Task: Please reproduce the entries below exactly, leaving the pictures out.

Data records:
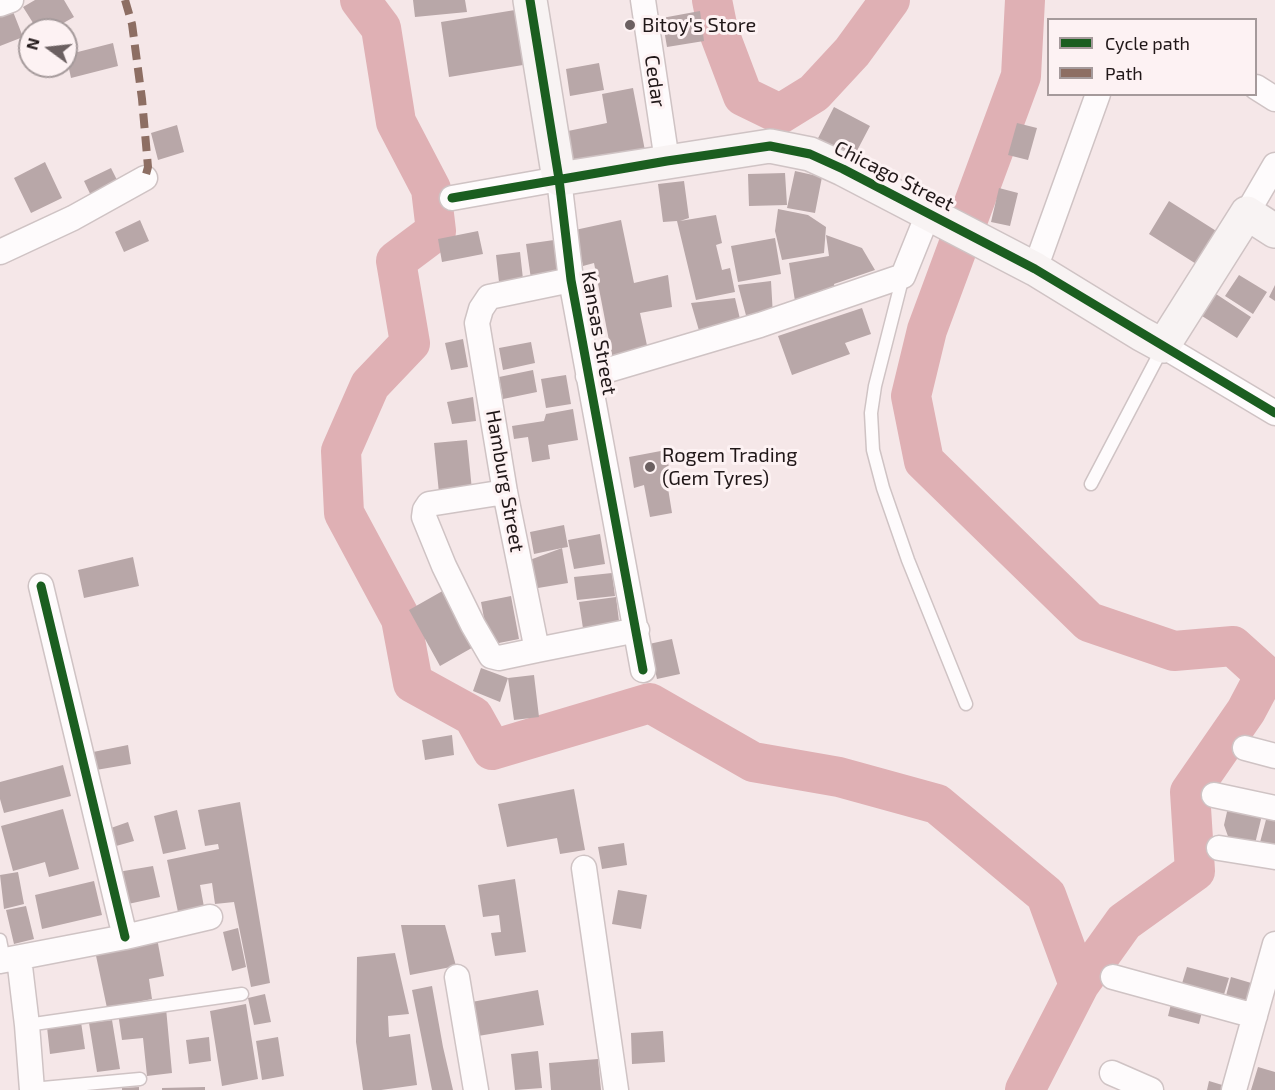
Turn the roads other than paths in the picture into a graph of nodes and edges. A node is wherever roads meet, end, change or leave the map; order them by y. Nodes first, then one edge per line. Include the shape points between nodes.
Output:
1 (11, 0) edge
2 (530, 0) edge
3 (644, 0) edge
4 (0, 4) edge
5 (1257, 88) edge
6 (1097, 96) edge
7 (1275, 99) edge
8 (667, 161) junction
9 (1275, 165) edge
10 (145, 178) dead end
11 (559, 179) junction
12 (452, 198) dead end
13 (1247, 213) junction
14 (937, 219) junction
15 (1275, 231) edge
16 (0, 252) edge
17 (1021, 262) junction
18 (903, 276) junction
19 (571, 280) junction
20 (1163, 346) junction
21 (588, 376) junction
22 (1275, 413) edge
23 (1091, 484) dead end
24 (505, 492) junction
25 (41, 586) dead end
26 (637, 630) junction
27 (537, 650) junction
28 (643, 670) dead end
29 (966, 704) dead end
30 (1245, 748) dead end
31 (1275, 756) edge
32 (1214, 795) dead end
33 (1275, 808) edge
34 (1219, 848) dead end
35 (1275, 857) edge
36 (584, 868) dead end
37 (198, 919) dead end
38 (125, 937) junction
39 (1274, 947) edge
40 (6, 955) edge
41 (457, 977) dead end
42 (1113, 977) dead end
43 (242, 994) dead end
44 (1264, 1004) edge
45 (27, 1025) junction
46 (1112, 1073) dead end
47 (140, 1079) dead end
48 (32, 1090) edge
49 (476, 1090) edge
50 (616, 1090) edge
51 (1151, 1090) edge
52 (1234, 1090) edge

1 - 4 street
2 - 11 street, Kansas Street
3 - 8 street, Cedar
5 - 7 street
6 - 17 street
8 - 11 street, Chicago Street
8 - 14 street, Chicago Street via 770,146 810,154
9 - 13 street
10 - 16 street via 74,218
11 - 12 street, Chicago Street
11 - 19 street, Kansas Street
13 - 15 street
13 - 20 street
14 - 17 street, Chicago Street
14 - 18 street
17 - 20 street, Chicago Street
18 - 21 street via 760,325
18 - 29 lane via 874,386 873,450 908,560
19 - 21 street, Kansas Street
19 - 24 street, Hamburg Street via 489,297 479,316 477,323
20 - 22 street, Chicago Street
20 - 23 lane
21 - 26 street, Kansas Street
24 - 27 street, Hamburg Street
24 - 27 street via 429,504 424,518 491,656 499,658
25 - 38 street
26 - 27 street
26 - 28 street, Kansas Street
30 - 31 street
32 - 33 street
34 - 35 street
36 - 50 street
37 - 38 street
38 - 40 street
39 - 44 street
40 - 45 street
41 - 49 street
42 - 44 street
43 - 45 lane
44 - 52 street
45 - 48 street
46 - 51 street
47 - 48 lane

Exercise response:
Turn the roads other than paths in the picture into a graph of nodes and edges. A node is wherever roads meet, end, change or leave the map; order them by y. Nodes first, then one edge per line. Include the shape points between nodes.
Output:
1 (11, 0) edge
2 (530, 0) edge
3 (644, 0) edge
4 (0, 4) edge
5 (1257, 88) edge
6 (1097, 96) edge
7 (1275, 99) edge
8 (667, 161) junction
9 (1275, 165) edge
10 (145, 178) dead end
11 (559, 179) junction
12 (452, 198) dead end
13 (1247, 213) junction
14 (937, 219) junction
15 (1275, 231) edge
16 (0, 252) edge
17 (1021, 262) junction
18 (903, 276) junction
19 (571, 280) junction
20 (1163, 346) junction
21 (588, 376) junction
22 (1275, 413) edge
23 (1091, 484) dead end
24 (505, 492) junction
25 (41, 586) dead end
26 (637, 630) junction
27 (537, 650) junction
28 (643, 670) dead end
29 (966, 704) dead end
30 (1245, 748) dead end
31 (1275, 756) edge
32 (1214, 795) dead end
33 (1275, 808) edge
34 (1219, 848) dead end
35 (1275, 857) edge
36 (584, 868) dead end
37 (198, 919) dead end
38 (125, 937) junction
39 (1274, 947) edge
40 (6, 955) edge
41 (457, 977) dead end
42 (1113, 977) dead end
43 (242, 994) dead end
44 (1264, 1004) edge
45 (27, 1025) junction
46 (1112, 1073) dead end
47 (140, 1079) dead end
48 (32, 1090) edge
49 (476, 1090) edge
50 (616, 1090) edge
51 (1151, 1090) edge
52 (1234, 1090) edge

1 - 4 street
2 - 11 street, Kansas Street
3 - 8 street, Cedar
5 - 7 street
6 - 17 street
8 - 11 street, Chicago Street
8 - 14 street, Chicago Street via 770,146 810,154
9 - 13 street
10 - 16 street via 74,218
11 - 12 street, Chicago Street
11 - 19 street, Kansas Street
13 - 15 street
13 - 20 street
14 - 17 street, Chicago Street
14 - 18 street
17 - 20 street, Chicago Street
18 - 21 street via 760,325
18 - 29 lane via 874,386 873,450 908,560
19 - 21 street, Kansas Street
19 - 24 street, Hamburg Street via 489,297 479,316 477,323
20 - 22 street, Chicago Street
20 - 23 lane
21 - 26 street, Kansas Street
24 - 27 street, Hamburg Street
24 - 27 street via 429,504 424,518 491,656 499,658
25 - 38 street
26 - 27 street
26 - 28 street, Kansas Street
30 - 31 street
32 - 33 street
34 - 35 street
36 - 50 street
37 - 38 street
38 - 40 street
39 - 44 street
40 - 45 street
41 - 49 street
42 - 44 street
43 - 45 lane
44 - 52 street
45 - 48 street
46 - 51 street
47 - 48 lane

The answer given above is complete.